» **Work required**:
Pull every line containing "sans" from the data.

» **Records for this task**:
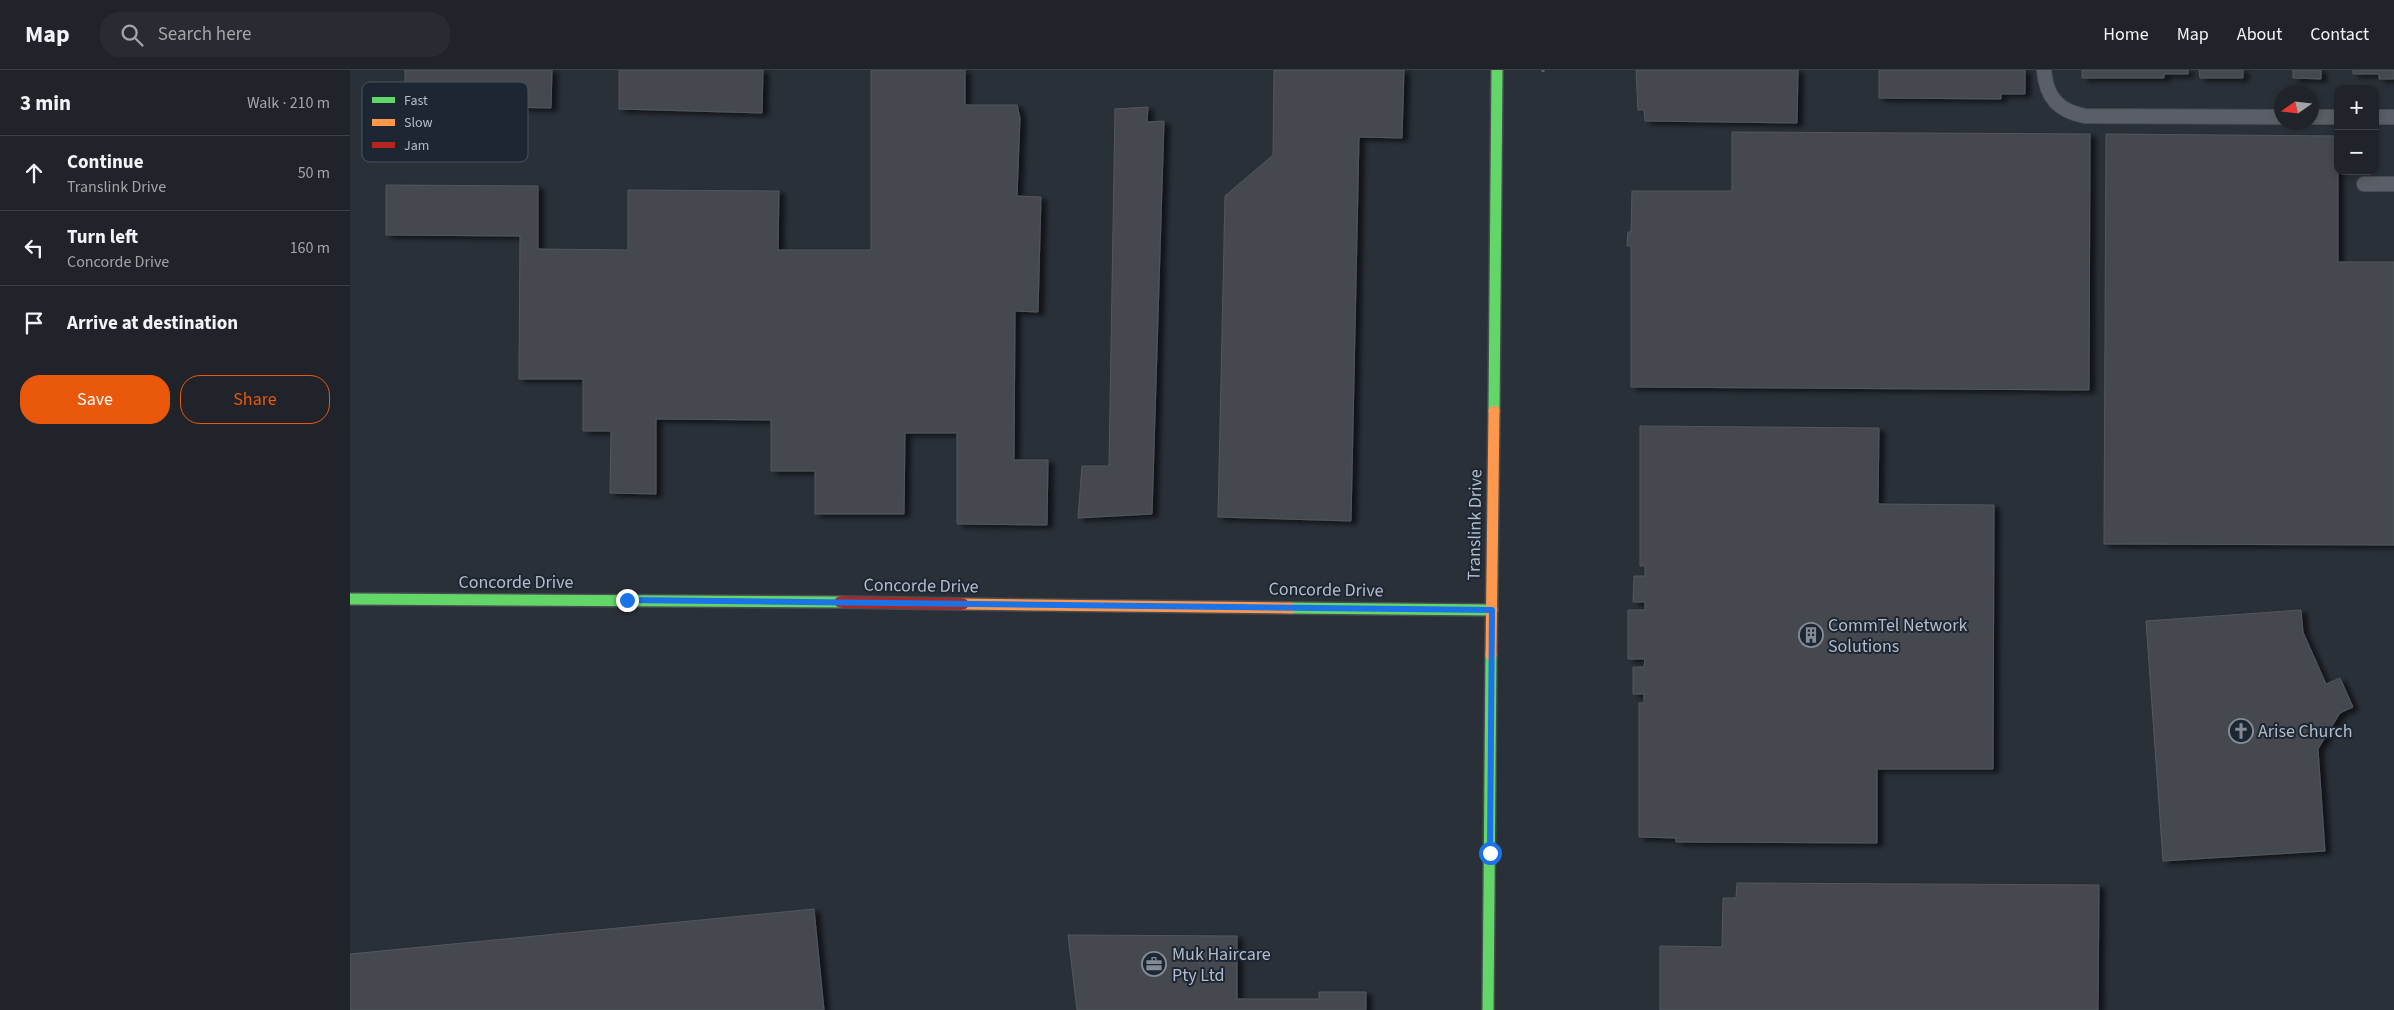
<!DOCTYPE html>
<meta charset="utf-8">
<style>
:root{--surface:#20242a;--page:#282c32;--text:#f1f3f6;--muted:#a2a4a8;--line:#3d4147;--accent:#ea580c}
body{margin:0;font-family:"Source Sans 3",sans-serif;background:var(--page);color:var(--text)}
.controls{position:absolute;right:15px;top:15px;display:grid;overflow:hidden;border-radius:10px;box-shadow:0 2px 8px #0003}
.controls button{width:45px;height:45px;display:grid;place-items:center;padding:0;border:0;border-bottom:1px solid var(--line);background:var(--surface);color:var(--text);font:25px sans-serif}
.compass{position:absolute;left:1924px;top:15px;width:45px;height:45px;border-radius:50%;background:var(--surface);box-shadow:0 2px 8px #0003;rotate:256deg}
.stop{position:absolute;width:15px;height:15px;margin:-11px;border:4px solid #1a73e8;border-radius:50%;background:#fff}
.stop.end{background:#1a73e8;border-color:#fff;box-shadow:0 1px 5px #0008}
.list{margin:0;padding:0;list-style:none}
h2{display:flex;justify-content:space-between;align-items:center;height:65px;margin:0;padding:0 20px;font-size:21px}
h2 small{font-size:16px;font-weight:400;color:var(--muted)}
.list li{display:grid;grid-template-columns:32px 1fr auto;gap:15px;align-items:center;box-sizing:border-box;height:75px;padding:0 20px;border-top:1px solid var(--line)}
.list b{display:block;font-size:19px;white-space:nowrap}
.list p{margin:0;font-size:16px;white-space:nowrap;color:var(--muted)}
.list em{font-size:16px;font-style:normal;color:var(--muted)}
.actions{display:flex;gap:10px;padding:15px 20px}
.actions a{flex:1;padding:11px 0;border:1px solid var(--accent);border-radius:20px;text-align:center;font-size:18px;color:var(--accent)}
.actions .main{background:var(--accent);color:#fff}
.icon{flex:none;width:28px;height:28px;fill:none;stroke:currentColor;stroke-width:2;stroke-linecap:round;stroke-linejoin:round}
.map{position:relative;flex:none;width:2044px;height:940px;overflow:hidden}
header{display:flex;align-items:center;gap:30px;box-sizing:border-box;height:70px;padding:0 25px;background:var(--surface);border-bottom:1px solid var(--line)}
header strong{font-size:24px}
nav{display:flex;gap:28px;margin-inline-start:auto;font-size:18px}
.search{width:350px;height:45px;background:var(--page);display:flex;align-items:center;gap:12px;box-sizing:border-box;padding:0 18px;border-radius:20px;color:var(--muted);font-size:19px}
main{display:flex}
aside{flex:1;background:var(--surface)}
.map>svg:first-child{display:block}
.building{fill:#444950;stroke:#52575f;filter:url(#shadow)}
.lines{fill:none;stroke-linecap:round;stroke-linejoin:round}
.lane-casing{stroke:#484c53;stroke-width:16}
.fast-casing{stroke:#484c53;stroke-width:14}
.slow-casing{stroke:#484c53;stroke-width:14}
.jam-casing{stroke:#484c53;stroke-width:14}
.path{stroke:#5d636a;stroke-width:3;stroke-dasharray:4 4;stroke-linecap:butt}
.lane{stroke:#5a5e66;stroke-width:14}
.fast{stroke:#63d668;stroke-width:11}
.slow{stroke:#ff974d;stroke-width:11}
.jam{stroke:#b3261e;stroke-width:11}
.route{stroke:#1a73e8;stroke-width:6}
.labels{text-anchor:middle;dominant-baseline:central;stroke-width:4;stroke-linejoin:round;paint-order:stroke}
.street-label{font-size:18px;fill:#b4bcc9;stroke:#1d2633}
.poi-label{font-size:18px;fill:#b4bcc9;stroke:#1d2633;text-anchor:start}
.key{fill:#1d2633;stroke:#4a5360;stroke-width:1}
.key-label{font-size:14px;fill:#b4bcc9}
</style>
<header>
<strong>Map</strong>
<div class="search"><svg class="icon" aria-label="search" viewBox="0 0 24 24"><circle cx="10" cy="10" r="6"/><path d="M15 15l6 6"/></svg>Search here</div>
<nav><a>Home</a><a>Map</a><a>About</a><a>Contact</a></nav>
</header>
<main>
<aside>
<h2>3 min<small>Walk · 210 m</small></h2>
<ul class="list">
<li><svg class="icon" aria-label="ahead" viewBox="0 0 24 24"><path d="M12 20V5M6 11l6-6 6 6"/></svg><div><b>Continue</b><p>Translink Drive</p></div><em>50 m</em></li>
<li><svg class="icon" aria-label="left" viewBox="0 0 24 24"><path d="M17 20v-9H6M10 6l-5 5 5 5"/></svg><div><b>Turn left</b><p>Concorde Drive</p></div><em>160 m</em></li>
<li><svg class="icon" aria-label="arrive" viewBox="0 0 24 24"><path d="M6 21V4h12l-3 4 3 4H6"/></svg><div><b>Arrive at destination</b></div></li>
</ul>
<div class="actions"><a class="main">Save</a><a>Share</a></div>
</aside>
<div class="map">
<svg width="2044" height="940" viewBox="0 0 2044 940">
<defs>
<filter id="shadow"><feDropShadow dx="5.5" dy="3" stdDeviation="2.5" flood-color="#0009"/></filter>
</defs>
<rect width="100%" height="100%" fill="#2a3038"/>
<!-- building -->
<path class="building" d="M 55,0 L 202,0 L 201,38 L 55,35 Z
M 269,0 L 413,0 L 412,43 L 269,39 Z
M 521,0 L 615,0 L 615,35 L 667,35 L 670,48 L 667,126 L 691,127 L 688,242 L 665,241 L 664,390 L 698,390 L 697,455 L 607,454 L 607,363 L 555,363 L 554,444 L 465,444 L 465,401 L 421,401 L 421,350 L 306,349 L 306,424 L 260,423 L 261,361 L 233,361 L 233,309 L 169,309 L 170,166 L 36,165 L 36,115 L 188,116 L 188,179 L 278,180 L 278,120 L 429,121 L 428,180 L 521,180 Z
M 924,0 L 1054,0 L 1052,68 L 1009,67 L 1001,451 L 868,447 L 875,126 L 923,85 Z
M 1286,0 L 1448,0 L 1447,53 L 1295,51 L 1294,40 L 1288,40 Z
M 1529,0 L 1675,0 L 1675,24 L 1651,24 L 1651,29 L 1529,28 Z
M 1732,0 L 1838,0 L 1838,4 L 1814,4 L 1814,8 L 1732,8 Z
M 1849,0 L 1893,0 L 1893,8 L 1850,8 Z
M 1943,0 L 1971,0 L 1971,9 L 1943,8 Z
M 2003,0 L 2044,0 L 2044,9 L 2029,9 L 2029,4 L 2003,4 Z
M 798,37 L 797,52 L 814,51 L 802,444 L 728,448 L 732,396 L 759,396 L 765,39 Z
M 1382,62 L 1740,64 L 1739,320 L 1281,317 L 1281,176 L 1277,176 L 1278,162 L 1281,162 L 1282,121 L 1382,121 Z
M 1756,64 L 1988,66 L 1988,192 L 2044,192 L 2044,475 L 1754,474 Z
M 1290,356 L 1529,358 L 1528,434 L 1644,435 L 1643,699 L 1527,699 L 1527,773 L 1326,772 L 1326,768 L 1289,767 L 1289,633 L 1294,633 L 1294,624 L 1283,624 L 1283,597 L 1294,597 L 1295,589 L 1278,589 L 1278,540 L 1295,540 L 1295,532 L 1283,532 L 1284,506 L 1295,506 L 1295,496 L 1290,496 Z
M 1951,540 L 1953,562 L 1976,614 L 1990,608 L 2003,637 L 1990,643 L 1968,679 L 1975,781 L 1813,791 L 1796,551 Z
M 1387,813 L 1749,815 L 1748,940 L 1310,940 L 1310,876 L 1372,877 L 1373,828 L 1386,828 Z
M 464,839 L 474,940 L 0,940 L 0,884 Z
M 718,865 L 887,866 L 887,929 L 969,929 L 969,922 L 1016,922 L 1016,940 L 727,940 Z"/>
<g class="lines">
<defs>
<path id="lane" d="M 1694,0 C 1696,27 1708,41 1735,46 L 1932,47
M 1962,47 L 1988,47
M 2025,47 L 2044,47
M 2014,114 L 2044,114"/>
<path id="fast" d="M 1144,341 L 1147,0
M 0,529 L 490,532
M 940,538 L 1142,540
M 1138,940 L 1141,585"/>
<path id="slow" d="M 613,534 L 940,538
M 1141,585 L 1144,341"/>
<path id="jam" d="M 490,532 L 613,534"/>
</defs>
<!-- lane casing -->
<use href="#lane" class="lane-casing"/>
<!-- fast casing -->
<use href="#fast" class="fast-casing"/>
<!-- slow casing -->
<use href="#slow" class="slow-casing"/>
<!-- jam casing -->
<use href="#jam" class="jam-casing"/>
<!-- path -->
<path class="path" d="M 1193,2 L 1193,0"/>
<!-- lane -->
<use href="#lane" class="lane"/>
<!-- fast -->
<use href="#fast" class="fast"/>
<!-- slow -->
<use href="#slow" class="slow"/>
<!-- jam -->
<use href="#jam" class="jam"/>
</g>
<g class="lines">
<!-- route -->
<path class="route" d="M 277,530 L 1142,540 L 1140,783"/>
</g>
<!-- icons -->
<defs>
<symbol id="building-ring" viewBox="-11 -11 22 22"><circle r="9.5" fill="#1d2633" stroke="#848b96" stroke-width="1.5"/><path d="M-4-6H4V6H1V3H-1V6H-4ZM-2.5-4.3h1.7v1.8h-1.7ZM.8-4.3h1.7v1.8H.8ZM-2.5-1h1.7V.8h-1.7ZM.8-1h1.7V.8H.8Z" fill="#848b96"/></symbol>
<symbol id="church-ring" viewBox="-11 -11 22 22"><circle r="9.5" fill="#1d2633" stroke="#848b96" stroke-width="1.5"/><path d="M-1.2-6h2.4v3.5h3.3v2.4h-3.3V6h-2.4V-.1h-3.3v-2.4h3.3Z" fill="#848b96"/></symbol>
<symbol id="office-ring" viewBox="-11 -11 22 22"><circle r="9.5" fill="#1d2633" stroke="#848b96" stroke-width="1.5"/><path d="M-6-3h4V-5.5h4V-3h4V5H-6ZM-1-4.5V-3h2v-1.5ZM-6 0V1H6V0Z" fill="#848b96"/></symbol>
</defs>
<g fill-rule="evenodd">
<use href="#building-ring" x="1447" y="551" width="28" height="28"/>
<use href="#church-ring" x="1877" y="647" width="28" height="28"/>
<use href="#office-ring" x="790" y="880" width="28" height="28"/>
</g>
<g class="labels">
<!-- street labels -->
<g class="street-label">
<text transform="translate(1125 455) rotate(-89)">Translink Drive</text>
<text x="166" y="512">Concorde Drive</text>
<text transform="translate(571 516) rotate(1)">Concorde Drive</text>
<text transform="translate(976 520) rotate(1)">Concorde Drive</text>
</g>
<!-- poi labels -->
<g class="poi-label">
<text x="1478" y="555">CommTel Network<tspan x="1478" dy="21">Solutions</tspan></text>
<text x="1908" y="661">Arise Church</text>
<text x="822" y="884">Muk Haircare<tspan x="822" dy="21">Pty Ltd</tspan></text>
</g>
</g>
<!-- legend -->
<rect x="12" y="12" width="166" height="80" rx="8" class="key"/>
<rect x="22" y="27" width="23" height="6" fill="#63d668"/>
<rect x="22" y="49" width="23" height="7" fill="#ff974d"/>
<rect x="22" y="72" width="23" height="6" fill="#b3261e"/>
<g class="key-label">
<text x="54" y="35">Fast</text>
<text x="54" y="57">Slow</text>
<text x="54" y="80">Jam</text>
</g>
</svg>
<div class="controls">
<button>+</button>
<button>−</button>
</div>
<svg class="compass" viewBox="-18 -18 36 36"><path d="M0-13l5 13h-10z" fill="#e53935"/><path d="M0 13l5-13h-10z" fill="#a2a4a8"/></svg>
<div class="stop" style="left:1140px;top:783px"></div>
<div class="stop end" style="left:277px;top:530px"></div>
</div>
</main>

» **The answer**:
body{margin:0;font-family:"Source Sans 3",sans-serif;background:var(--page);color:var(--text)}
.controls button{width:45px;height:45px;display:grid;place-items:center;padding:0;border:0;border-bottom:1px solid var(--line);background:var(--surface);color:var(--text);font:25px sans-serif}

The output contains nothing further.